Analyze data in Daily Activity
dailyActivity_df %>%
summarise(avg_steps = mean(total_steps) , avg_colories = mean(calories))
## avg_steps avg_colories
## 1 6546.562 2189.453
dailyActivity_df %>%
summarise(
very_active = mean(very_active_minutes),
lightly_active = mean(lightly_active_minutes),
sedentary = mean(sedentary_minutes)
)
## very_active lightly_active sedentary
## 1 16.62363 170.07 995.2823
ggplot(dailyActivity_df,aes(x= total_steps, y = calories))+
geom_point(alpha = 0.4) +
geom_smooth(method= "lm") +
labs (title = "Total Steps Vs. Calories")

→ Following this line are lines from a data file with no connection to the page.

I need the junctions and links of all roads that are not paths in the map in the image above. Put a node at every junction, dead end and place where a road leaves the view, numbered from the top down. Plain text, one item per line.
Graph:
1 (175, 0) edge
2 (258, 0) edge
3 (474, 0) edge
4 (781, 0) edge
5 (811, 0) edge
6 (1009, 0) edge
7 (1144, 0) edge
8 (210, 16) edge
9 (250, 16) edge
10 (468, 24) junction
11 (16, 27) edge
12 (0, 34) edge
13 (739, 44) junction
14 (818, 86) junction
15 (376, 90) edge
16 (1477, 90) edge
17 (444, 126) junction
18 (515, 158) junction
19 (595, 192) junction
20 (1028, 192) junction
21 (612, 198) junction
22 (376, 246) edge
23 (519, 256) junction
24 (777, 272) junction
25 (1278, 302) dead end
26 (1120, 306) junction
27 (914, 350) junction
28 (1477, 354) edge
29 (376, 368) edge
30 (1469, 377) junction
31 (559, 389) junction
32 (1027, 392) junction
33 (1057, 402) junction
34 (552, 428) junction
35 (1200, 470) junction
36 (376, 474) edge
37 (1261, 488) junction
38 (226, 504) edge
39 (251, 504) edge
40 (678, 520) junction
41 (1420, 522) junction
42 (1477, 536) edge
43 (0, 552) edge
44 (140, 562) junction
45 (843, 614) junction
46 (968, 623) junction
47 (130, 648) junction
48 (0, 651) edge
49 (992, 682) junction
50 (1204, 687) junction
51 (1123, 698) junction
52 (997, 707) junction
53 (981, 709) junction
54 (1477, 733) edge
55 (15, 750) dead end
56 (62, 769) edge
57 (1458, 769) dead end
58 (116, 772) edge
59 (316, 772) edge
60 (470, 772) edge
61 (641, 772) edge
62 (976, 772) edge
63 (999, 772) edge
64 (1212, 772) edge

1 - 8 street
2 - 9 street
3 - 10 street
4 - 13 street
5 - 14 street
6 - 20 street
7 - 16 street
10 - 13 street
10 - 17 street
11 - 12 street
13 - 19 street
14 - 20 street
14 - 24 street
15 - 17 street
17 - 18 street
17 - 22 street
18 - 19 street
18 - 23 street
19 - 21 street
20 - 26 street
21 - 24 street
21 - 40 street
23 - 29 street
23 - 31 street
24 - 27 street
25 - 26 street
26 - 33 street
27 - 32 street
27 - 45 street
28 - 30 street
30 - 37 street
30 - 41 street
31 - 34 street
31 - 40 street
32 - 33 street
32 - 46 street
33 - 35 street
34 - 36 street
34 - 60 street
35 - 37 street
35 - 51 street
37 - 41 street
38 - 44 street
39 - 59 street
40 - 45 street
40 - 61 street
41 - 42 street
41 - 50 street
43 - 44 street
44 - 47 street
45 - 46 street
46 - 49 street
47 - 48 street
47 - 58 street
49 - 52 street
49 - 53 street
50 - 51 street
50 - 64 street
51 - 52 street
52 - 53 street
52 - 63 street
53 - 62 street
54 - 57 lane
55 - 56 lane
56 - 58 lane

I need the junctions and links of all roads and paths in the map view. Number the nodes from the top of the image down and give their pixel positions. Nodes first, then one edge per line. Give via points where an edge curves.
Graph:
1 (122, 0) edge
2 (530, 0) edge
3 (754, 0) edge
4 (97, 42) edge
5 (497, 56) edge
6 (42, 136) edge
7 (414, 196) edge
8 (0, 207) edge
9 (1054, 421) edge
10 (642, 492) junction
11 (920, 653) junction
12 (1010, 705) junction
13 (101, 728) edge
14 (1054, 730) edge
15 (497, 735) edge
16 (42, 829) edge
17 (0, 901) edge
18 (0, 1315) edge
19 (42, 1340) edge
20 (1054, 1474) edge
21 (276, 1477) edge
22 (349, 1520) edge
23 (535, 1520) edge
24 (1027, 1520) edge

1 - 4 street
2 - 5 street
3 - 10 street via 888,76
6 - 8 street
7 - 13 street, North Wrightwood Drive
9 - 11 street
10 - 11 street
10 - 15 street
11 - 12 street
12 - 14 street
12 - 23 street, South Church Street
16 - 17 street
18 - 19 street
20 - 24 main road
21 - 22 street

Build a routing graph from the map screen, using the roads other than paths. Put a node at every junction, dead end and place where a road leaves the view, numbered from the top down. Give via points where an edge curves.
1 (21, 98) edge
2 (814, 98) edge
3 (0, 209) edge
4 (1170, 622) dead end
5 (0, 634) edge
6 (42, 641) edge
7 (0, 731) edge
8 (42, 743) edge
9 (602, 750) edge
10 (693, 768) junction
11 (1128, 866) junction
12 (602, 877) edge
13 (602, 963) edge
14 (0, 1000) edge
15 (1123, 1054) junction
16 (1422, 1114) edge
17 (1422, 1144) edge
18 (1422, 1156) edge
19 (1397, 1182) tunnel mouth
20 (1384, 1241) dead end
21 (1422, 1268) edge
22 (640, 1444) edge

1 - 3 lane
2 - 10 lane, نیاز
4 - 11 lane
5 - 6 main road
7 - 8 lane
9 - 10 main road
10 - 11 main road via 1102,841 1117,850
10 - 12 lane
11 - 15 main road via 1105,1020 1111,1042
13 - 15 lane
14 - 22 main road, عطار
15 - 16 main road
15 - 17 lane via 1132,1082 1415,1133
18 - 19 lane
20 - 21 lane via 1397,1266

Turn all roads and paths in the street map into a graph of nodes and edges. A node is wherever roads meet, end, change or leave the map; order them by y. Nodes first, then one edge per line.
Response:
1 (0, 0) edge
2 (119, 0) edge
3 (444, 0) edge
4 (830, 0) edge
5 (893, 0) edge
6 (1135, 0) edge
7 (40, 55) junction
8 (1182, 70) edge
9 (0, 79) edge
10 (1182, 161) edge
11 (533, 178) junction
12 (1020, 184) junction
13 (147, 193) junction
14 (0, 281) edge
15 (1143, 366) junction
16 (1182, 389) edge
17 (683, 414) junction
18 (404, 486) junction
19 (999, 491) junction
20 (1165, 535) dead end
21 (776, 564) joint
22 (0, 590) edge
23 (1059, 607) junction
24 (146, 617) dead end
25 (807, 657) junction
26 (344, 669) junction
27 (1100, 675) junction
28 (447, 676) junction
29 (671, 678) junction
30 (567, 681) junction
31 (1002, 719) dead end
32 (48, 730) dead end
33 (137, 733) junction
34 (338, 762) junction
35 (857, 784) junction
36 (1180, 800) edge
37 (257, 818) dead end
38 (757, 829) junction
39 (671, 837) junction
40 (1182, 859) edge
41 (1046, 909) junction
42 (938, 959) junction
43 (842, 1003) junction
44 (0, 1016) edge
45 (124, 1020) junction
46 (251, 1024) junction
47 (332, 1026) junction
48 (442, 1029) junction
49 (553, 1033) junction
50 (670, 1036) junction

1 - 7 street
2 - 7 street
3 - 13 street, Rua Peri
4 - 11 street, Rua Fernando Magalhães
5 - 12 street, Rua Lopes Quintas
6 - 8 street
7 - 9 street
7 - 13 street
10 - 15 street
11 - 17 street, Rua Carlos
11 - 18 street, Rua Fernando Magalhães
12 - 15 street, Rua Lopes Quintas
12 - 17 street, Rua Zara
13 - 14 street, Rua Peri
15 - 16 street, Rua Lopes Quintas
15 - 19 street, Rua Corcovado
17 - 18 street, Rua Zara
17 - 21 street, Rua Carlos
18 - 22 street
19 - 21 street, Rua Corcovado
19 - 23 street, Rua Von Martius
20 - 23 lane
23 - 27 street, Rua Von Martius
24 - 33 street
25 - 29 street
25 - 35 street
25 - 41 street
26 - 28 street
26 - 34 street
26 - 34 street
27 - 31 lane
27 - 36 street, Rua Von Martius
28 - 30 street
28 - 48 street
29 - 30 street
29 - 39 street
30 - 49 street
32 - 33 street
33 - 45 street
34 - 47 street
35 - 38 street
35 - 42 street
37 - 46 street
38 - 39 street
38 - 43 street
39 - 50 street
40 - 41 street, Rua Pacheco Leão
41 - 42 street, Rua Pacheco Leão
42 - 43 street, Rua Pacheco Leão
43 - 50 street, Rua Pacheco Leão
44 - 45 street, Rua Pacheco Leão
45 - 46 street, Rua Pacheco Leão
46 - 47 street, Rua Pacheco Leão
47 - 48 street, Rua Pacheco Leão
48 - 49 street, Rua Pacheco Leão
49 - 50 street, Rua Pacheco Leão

## `geom_smooth()` using formula = 'y ~ x'
## Active User
active_user <- dailyActivity_df %>%
group_by(id) %>%
summarise(avg_steps = mean(total_steps)) %>%
filter(avg_steps > 7500)
Outof all users,15 users walk more than 7,500 steps a day on average. This shows that a portion of users are already active. Bellabeat can target them with fitness challenges and rewards to keep them engaged.
dailyActivity_df %>%
select(very_active_minutes,lightly_active_minutes,sedentary_minutes)%>%
pivot_longer(everything(),names_to = "activity",values_to = "minute") %>%
ggplot(aes(x= activity,y= minute, fill= activity))+
geom_boxplot()+
labs(title = "Distribution of Activity Types", y = "Minutes")